Climbing has an overview of the milestone progression on El Capitan.

Harvard Business Review has an article on the mental barrier that was broken by Bannister’s accomplishment on the track.

  1. Free soloing is not to be confused with free climbing, in which one ascends the mountain without using any assistive gear, but still using a harness and ropes for arresting a fall. These are both further distinguished from aid climbing, in which mechanical devices are used to augment one’s own strength and ability to maintain contact with the mountain surfaces.
  2. Pinnacle, because it’s a mountain. You see what I did there.

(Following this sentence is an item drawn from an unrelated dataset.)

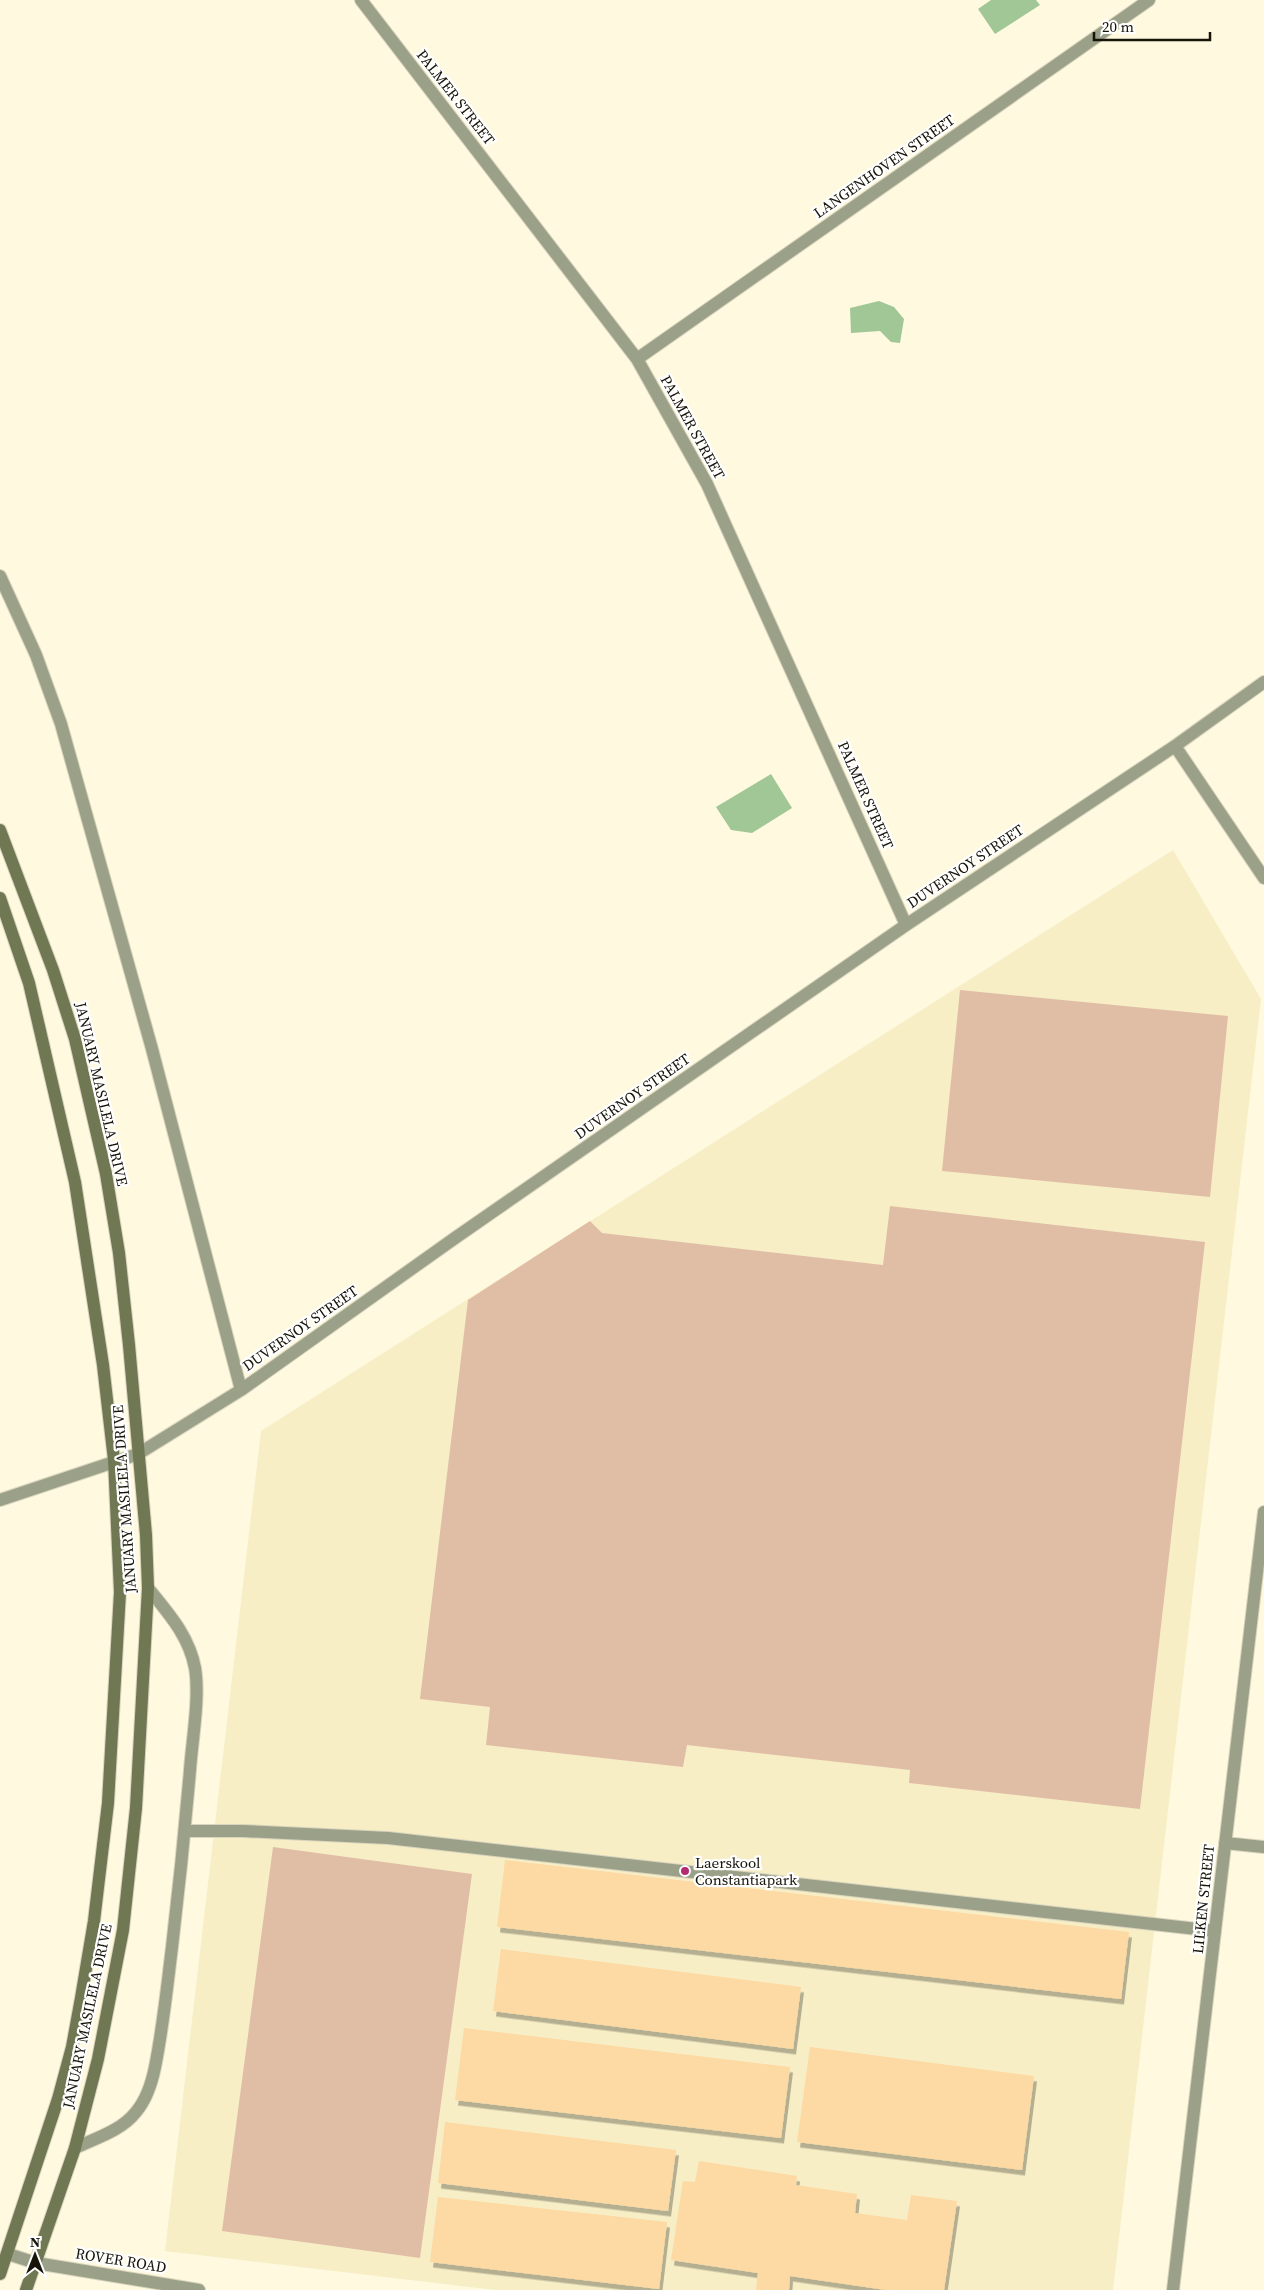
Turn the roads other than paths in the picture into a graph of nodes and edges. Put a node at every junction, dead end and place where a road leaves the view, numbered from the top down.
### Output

  3. Not to mention any number of events outside of his control, including stone that could flake off the wall without warning, or inclement weather, a spooked bird, rockfall, etc.
  4. Along with usual personal attachments like a fixed dwelling, he also sacrificed many normal human relationships and hobbies. Such single-minded devotion to a task may be necessary for some goals, but the personal toll is steep.
  5. Temporarily being the operative word, as the inexorable approach of death for everyone is a fact Honnold muses on philosophically when considering the risk involved.
  6. Granted, the achievement here is pretty arbitrary: Bannister covered a distance of 5,280 units derived through a messy process involving the size of Roman feet and British tax and regulatory policy, in 4/60 of 1/24 of the time that the earth takes to rotate on its axis, give or take.
  7. And yet new ones regularly open in that eternal triumph of hope over experience, which is a boon for those craving a cronut or whatever the next food fad might be.